As is true anywhere, Holy Week is a time of intense liturgical activity in Yap. The liturgy follows the normal Catholic form, augmented by two especially interesting rituals, the doloolow, a mourning ritual at the Cross on Good Friday, and the thanksgiving dance for the Easter vigil.
The Holy Thursday liturgy recorded here is from the village of Gergey, an area on Yap set aside for Outer Islanders who have moved to Yap proper. As Outer Islanders, they speak Chuukic languages (and usually English) but not much Yapese. They have been given a special plot of land to share because as non-Yapese they do not belong to the lineage kinship system that regulates land ownership on the rest of Yap’s main islands.

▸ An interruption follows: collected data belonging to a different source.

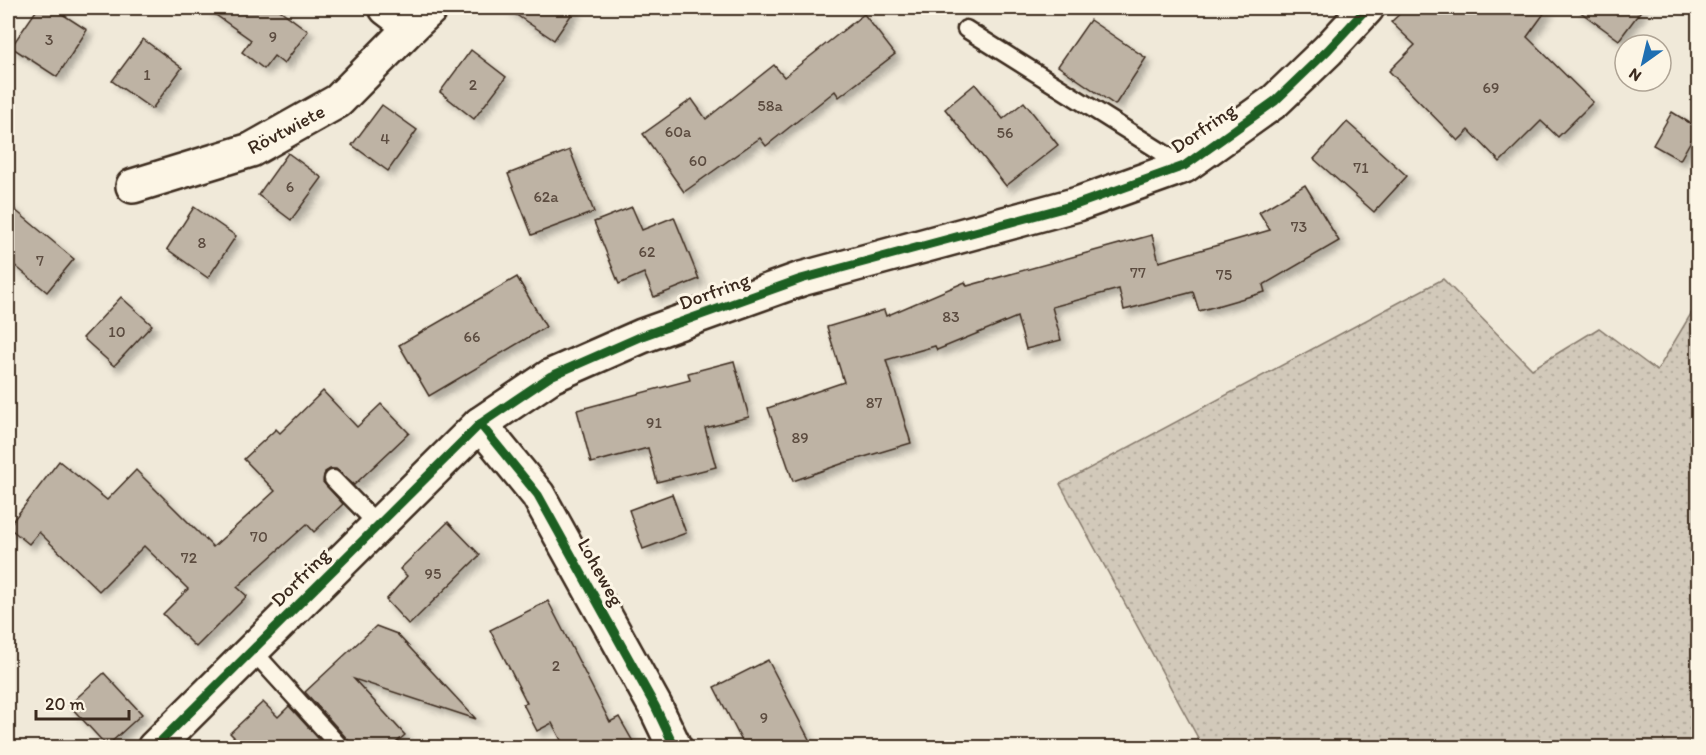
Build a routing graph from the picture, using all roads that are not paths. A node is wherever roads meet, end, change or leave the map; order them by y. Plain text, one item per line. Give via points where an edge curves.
1 (1367, 8) edge
2 (409, 14) edge
3 (966, 29) dead end
4 (1184, 166) junction
5 (134, 186) dead end
6 (480, 424) junction
7 (333, 479) dead end
8 (378, 525) junction
9 (252, 650) junction
10 (154, 747) edge
11 (341, 747) edge
12 (675, 747) edge

1 - 4 street, Dorfring via 1275,101
2 - 5 street, Rövtwiete via 338,101 251,150
3 - 4 lane
4 - 6 street, Dorfring via 1077,204 801,279 642,336 552,376
6 - 8 street, Dorfring
6 - 12 street, Loheweg via 538,495
7 - 8 lane
8 - 9 street, Dorfring
9 - 10 street, Dorfring
9 - 11 lane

Holy Thursday liturgy was celebrated without particular adaptation. The ritual Washing of the Feet took place only with men, because, as both a man and several women described, in light of traditional local cultural norms it would be extraordinarily awkward for both the man and the woman to have a woman’s foot touched in public, especially to have a man down near a woman’s legs when she was seated in a chair. Catholics had made exceptions to many cultural rules over the years to enable ritual interactions at church, including having women communion ministers, but so far this is not one people feel ready to broach.
The chapel at Gergey is a solid building designed by the government to safely shelter the whole village in the event of a typhoon, but absent that circumstance, villagers mostly use as their church. The men of the community designed and built a boat-like altar, and a processional cross in the form of a boat paddle. Worshippers in the church sat on the floor, which is a sign of modesty and humility. Many milled outside the church, though there was room inside.
For the offering on Holy Thursday, members of the community prepared flower garlands and beautiful woven baskets decorated with flowers, each containing food and destined for the poor of the community.
Good Friday liturgies at two parishes included the reading of the Passion and an opportunity to reverence the Cross, along with a doloolow, an emotional ritual of wailing by women from the parish to mourn the sacrifice of Jesus on behalf of the people.
At the Easter vigil and Easter Sunday Masses, the majority of congregants, both men and women, wore nuunuw, flower garlands, on their heads. Intricately woven with different freshly gathered flowers and leaves, the nuunuw serves as a way of welcoming another and showing love. On Easter, when the time came for the kiss of peace, those who wore nuunuw either exchanged them, or simply gave theirs to some person without one as a sign of peace.